The high school senior from Charlotte spent upwards of $1,000 on prep classes. She spent countless hours after her classes preparing for the test. She hoped to improve her score by one or two points to gain an edge against her competitors.
Sydney Bozman took the ACT a total of four times.
“I knew the high stakes of the test when I became a senior,” Bozman said. “I saw minor improvements in my score despite hours of ACT practice per week. I didn’t feel like I could perform my best with the high pressure."
Bozman’s story echoes the concerns many high school students across the United States have about standardized testing.
Crafting a more relevant SAT
Standardized testing has long been a staple of the college admissions process in the United States. 1.7 million students took the SAT last year, and 1.8 million took the ACT. But with test scores dropping, changes are coming.
2014 marked the lowest average test scores for the SAT since the test’s format changed to include a mandatory writing section in 2005. The declining scores led the College Board, the organization in charge of the SAT, to change some of its policies.
Video Clip: Students reflect on their standardized testing experiences. Video by Kyle Lubinsky.
In March 2016, students will begin taking a redesigned SAT renewing the previous 1600 point-scale with reading and math sections at 800 points apiece. The essay section becomes optional and separately scored.
The test has also been simplified in other ways.
Students will not lose points for incorrect answers, and there are fewer math topics covered. The total number of answers for each multiple-choice question also shrinks from five to four.

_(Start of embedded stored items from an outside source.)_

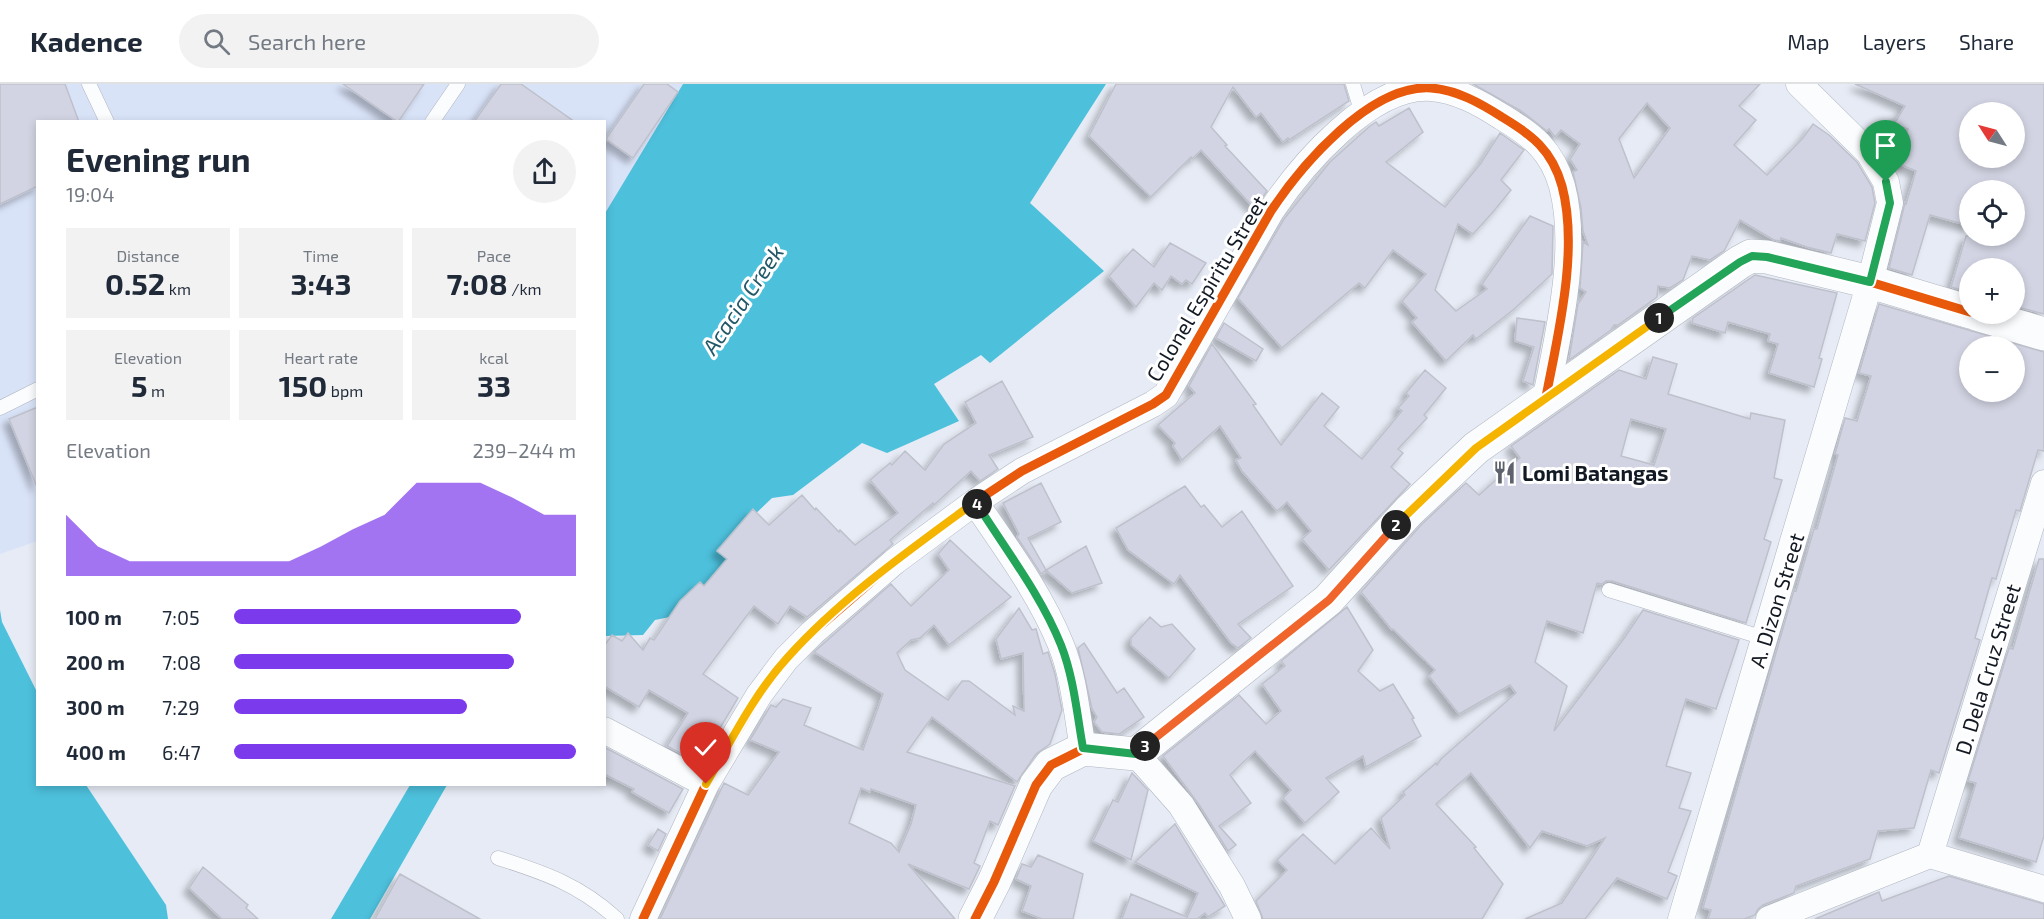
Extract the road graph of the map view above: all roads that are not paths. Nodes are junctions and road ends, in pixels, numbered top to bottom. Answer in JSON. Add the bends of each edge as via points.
{"nodes":[{"id":1,"x":89,"y":84,"type":"edge"},
{"id":2,"x":458,"y":84,"type":"edge"},
{"id":3,"x":1353,"y":84,"type":"edge"},
{"id":4,"x":1799,"y":84,"type":"edge"},
{"id":5,"x":1362,"y":114,"type":"junction"},
{"id":6,"x":106,"y":120,"type":"edge"},
{"id":7,"x":433,"y":120,"type":"edge"},
{"id":8,"x":1870,"y":282,"type":"junction"},
{"id":9,"x":1959,"y":309,"type":"edge"},
{"id":10,"x":2010,"y":324,"type":"edge"},
{"id":11,"x":2044,"y":334,"type":"edge"},
{"id":12,"x":36,"y":390,"type":"edge"},
{"id":13,"x":1546,"y":398,"type":"junction"},
{"id":14,"x":0,"y":408,"type":"edge"},
{"id":15,"x":2044,"y":483,"type":"edge"},
{"id":16,"x":975,"y":502,"type":"junction"},
{"id":17,"x":1609,"y":590,"type":"dead end"},
{"id":18,"x":1764,"y":639,"type":"junction"},
{"id":19,"x":606,"y":731,"type":"edge"},
{"id":20,"x":1083,"y":748,"type":"junction"},
{"id":21,"x":1136,"y":754,"type":"junction"},
{"id":22,"x":706,"y":784,"type":"junction"},
{"id":23,"x":1930,"y":855,"type":"junction"},
{"id":24,"x":498,"y":858,"type":"dead end"},
{"id":25,"x":2044,"y":889,"type":"edge"},
{"id":26,"x":617,"y":919,"type":"edge"},
{"id":27,"x":643,"y":919,"type":"edge"},
{"id":28,"x":975,"y":919,"type":"edge"},
{"id":29,"x":1248,"y":919,"type":"edge"},
{"id":30,"x":1681,"y":919,"type":"edge"},
{"id":31,"x":1769,"y":919,"type":"edge"}],
"edges":[{"from":1,"to":6,"type":"lane"},
{"from":2,"to":7,"type":"lane"},
{"from":3,"to":5,"type":"lane"},
{"from":4,"to":8,"type":"street","name":"A. Dizon Street","via":[[1869,153],[1886,182],[1890,203]]},
{"from":5,"to":13,"type":"street","name":"Colonel Espiritu Street","via":[[1387,99],[1419,88],[1433,88],[1461,95],[1518,126],[1550,157],[1562,187],[1567,244],[1563,307]]},
{"from":5,"to":16,"type":"street","name":"Colonel Espiritu Street","via":[[1325,144],[1288,185],[1166,395],[1022,471]]},
{"from":8,"to":9,"type":"street"},
{"from":8,"to":13,"type":"street","via":[[1752,256]]},
{"from":8,"to":18,"type":"street","name":"A. Dizon Street"},
{"from":10,"to":11,"type":"street"},
{"from":12,"to":14,"type":"lane"},
{"from":13,"to":21,"type":"street","via":[[1476,448],[1409,511],[1329,600]]},
{"from":15,"to":23,"type":"street","name":"D. Dela Cruz Street"},
{"from":16,"to":20,"type":"street","via":[[1040,601],[1062,646]]},
{"from":16,"to":22,"type":"street","name":"Colonel Espiritu Street","via":[[894,562],[786,658]]},
{"from":17,"to":18,"type":"lane"},
{"from":18,"to":30,"type":"street","name":"A. Dizon Street"},
{"from":19,"to":22,"type":"street"},
{"from":20,"to":21,"type":"street"},
{"from":20,"to":28,"type":"street","via":[[1051,765],[1036,785]]},
{"from":21,"to":29,"type":"street","via":[[1181,805]]},
{"from":22,"to":27,"type":"street","name":"Colonel Espiritu Street"},
{"from":23,"to":25,"type":"street"},
{"from":23,"to":31,"type":"street"},
{"from":24,"to":26,"type":"lane","via":[[548,874],[598,902]]}]}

When the changes to the SAT were revealed, David Coleman, president of College Board, expressed his disdain for the direction of standardized testing.
“We must certainly ask ourselves if we are, together or as a group, doing all we can to advance equity and excellence,” he said at the South by Southwest Education conference.
Former test-takers are upset they didn't have a simplified math section.
“I felt very unprepared,” said Anthony Khashman, a senior at Charlotte Catholic High School. “The math was pre-calculus level, so if you took the SAT junior year and didn’t take pre-calculus that year, you were at a serious disadvantage.”
On the revised SAT, College Board will add word problems and decrease the number of equation-related questions.
Students taking the SAT now have the choice of taking the updated 1600-point test or the outgoing 2400-point test. But the choice will soon vanish when the last 2400-point test is administered Jan. 23, 2016.
Rethinking practice materials
After conducting a survey, College Board revealed individuals from lower income brackets have a lower mean score on both the Critical Reading and Mathematics sections of the SAT. To address this issue, College Board is working with Khan Academy and offering free online resources, including practice tests and quizzes. These practice resources became available to the public in spring 2015.
But some students struggled with understanding the practice materials.
“I did the daily quiz questions and test prep College Board offers online," said Kirsten Amos, a freshman at Ohio State University. "But those always gave me perfect scores that my actual test didn’t reflect."
Despite some negative feedback, College Board representatives hope its new partnership with Khan Academy will ease the preparation process for students.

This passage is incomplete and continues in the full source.